Controlling Your Expenses
At the top of our list is a simple yet effective control measure, a monthly budget sheet will help you to determine the amount by which your income lags behind your expenses. Additionally, it serves as a base for you to properly allocating your income while cutting down on excessive expenses.
Limiting Your Debt-to-Income Ratio
The Debt-to-Income (DTI) ratio is calculated by dividing the total recurring monthly debt by your gross monthly income. While various sources recommend various ideal DTI ratios, generally your DTI should not exceed 36%. Most moneylenders are unlikely to offer you favourable interest and repayment terms if your DTI exceeds 43% as studies have shown an increased likelihood of defaulting payments.

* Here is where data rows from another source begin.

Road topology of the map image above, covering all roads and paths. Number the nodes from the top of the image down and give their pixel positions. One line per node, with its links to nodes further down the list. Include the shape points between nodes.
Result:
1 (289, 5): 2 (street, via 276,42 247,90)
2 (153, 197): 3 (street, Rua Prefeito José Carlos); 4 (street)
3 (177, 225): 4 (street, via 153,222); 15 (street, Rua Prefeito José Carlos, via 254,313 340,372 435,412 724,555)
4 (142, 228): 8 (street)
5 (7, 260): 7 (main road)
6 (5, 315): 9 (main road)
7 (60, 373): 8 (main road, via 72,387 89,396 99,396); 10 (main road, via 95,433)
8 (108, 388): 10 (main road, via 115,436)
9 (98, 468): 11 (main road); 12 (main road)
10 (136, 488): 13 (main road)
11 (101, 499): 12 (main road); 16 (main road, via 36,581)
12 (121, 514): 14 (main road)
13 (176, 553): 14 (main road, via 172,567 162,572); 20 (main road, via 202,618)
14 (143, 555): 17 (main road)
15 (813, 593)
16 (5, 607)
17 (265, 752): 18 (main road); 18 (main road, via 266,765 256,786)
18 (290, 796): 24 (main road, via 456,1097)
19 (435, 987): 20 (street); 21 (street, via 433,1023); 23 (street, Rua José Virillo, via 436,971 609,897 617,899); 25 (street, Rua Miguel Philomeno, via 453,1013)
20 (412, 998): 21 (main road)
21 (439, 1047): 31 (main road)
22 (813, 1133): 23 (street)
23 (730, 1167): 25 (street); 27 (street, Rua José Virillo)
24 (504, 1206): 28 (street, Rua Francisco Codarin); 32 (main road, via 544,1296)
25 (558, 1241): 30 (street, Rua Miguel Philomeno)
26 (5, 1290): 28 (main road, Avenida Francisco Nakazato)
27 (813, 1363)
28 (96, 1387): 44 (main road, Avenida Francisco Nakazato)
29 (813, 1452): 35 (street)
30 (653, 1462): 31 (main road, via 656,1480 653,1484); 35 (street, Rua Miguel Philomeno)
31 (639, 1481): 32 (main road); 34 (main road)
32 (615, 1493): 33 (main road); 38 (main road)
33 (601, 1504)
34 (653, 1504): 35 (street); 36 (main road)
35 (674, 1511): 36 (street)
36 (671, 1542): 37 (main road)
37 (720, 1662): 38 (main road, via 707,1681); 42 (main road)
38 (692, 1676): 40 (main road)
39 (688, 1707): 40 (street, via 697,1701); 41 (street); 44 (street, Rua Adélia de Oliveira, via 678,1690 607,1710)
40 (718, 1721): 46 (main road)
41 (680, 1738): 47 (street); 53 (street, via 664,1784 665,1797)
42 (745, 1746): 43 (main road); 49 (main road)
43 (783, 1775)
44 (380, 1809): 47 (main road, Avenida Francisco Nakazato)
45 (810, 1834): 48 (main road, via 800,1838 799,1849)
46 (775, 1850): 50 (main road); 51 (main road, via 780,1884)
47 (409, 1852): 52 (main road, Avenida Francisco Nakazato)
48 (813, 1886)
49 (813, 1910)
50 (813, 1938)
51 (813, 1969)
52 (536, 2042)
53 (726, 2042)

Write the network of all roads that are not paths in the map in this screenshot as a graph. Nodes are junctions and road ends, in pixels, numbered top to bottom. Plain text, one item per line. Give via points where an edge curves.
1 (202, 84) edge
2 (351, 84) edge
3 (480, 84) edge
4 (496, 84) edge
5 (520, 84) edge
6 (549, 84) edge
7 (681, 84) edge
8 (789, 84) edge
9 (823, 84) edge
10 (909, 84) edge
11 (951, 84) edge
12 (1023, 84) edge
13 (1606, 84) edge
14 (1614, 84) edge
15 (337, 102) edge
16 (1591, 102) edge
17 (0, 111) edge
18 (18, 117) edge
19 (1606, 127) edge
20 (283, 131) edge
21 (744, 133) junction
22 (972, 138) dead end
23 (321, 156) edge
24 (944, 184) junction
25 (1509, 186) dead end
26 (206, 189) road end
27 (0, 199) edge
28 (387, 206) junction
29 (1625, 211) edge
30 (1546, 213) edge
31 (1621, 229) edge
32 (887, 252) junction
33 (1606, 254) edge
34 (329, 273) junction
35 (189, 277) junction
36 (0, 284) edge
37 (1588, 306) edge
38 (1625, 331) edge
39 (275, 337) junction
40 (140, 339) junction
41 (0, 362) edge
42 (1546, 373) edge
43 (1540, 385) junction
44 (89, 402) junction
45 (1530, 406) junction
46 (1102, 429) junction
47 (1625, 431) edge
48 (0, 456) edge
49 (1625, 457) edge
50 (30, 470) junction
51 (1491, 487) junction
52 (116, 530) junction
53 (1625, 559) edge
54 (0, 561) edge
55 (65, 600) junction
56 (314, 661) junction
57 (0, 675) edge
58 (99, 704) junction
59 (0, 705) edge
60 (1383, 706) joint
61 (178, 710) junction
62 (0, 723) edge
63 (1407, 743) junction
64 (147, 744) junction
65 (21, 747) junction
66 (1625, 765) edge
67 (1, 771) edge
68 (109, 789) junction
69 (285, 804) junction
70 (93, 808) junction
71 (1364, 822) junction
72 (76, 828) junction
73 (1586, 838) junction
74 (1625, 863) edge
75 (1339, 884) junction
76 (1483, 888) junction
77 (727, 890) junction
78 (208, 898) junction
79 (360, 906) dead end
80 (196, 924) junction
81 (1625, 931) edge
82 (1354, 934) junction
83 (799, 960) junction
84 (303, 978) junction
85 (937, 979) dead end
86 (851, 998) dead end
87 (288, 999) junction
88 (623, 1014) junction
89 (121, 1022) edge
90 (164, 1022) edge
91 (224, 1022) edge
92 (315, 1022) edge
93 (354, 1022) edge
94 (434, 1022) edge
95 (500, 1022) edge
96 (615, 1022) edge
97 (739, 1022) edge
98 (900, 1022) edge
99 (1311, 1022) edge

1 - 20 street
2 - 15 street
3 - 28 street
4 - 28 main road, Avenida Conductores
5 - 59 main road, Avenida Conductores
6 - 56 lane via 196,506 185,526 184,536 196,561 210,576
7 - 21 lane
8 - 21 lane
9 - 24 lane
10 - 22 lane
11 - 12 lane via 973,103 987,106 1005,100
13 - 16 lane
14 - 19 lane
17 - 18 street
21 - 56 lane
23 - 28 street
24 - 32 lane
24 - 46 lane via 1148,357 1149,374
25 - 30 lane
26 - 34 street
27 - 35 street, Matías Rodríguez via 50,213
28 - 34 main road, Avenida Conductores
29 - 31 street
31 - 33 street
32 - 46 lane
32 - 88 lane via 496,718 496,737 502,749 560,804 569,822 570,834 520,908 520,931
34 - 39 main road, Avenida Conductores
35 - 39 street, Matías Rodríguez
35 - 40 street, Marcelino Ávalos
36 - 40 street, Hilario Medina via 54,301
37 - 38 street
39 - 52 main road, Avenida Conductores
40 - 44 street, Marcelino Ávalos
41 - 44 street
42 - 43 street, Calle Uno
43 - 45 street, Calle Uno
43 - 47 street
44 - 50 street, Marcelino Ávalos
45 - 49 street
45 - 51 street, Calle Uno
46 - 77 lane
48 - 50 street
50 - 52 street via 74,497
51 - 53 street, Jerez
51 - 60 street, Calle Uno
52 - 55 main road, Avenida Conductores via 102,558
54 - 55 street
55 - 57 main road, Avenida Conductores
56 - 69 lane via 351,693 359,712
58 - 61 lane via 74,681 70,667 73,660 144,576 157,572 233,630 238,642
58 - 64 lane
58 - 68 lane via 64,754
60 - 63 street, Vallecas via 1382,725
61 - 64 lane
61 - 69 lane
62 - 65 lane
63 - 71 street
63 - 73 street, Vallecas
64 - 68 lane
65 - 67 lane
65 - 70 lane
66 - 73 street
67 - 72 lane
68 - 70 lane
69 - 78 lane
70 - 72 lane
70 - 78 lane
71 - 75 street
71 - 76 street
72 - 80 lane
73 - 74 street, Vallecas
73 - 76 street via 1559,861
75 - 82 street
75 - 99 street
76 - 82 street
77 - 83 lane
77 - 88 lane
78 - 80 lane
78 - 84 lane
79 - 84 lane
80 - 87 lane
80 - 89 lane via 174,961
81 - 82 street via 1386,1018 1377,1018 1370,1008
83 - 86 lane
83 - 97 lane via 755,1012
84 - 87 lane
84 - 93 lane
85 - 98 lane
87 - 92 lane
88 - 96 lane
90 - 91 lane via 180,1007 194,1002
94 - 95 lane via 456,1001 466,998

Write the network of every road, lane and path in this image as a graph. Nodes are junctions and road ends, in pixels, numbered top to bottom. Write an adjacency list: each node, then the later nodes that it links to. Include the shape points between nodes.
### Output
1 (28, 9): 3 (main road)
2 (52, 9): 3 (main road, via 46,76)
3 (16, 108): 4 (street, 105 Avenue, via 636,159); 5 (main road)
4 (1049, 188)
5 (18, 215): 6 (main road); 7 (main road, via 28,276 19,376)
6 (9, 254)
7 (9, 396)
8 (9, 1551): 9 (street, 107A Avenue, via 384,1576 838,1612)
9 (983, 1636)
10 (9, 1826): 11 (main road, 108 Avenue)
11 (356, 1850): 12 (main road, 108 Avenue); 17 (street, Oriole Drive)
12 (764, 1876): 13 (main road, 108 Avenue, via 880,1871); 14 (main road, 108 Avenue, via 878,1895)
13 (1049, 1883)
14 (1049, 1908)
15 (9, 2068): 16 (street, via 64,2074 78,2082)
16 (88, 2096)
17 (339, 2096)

Monthly Repayment Loans in Singapore
Not only do prompt repayment of instalments prevent your current debt from exponentially increasing, but it helps you to retain your credit score. All money lenders keep track of your credit score and use it as a determinant when deciding future interest rates, be it for the restricting of your current debt or for completely new loans in the future.
The prospect of early repayment of your loan is favourable as it reduces the overall amount of interest payment for the loan. This can be done by requesting for a more frequent repayment schedule or through lump sum payments. While ideal, certain loans do not allow for such arrangements, be careful to check for early repayment penalties when taking a loan.
Keep Tabs on Your Credit and Consider Debt Consolidation
While this should go without saying, you should actively identify debts with the highest interest rates and pay them off first. Additionally, you may wish to try to consolidate your various sources of debt by transferring all outstanding balances to a single package with more favourable interest rates.
Ask Your Lender for Help
Rather than keeping your lender in the dark about the difficulties you foresee in repayment, you should actively consult and cooperate with them. Under various hardship programmes, they are more likely to help you effectively manage your debt and work out a feasible solution. It will also help when you attempt to apply for a future personal loan in Singapore.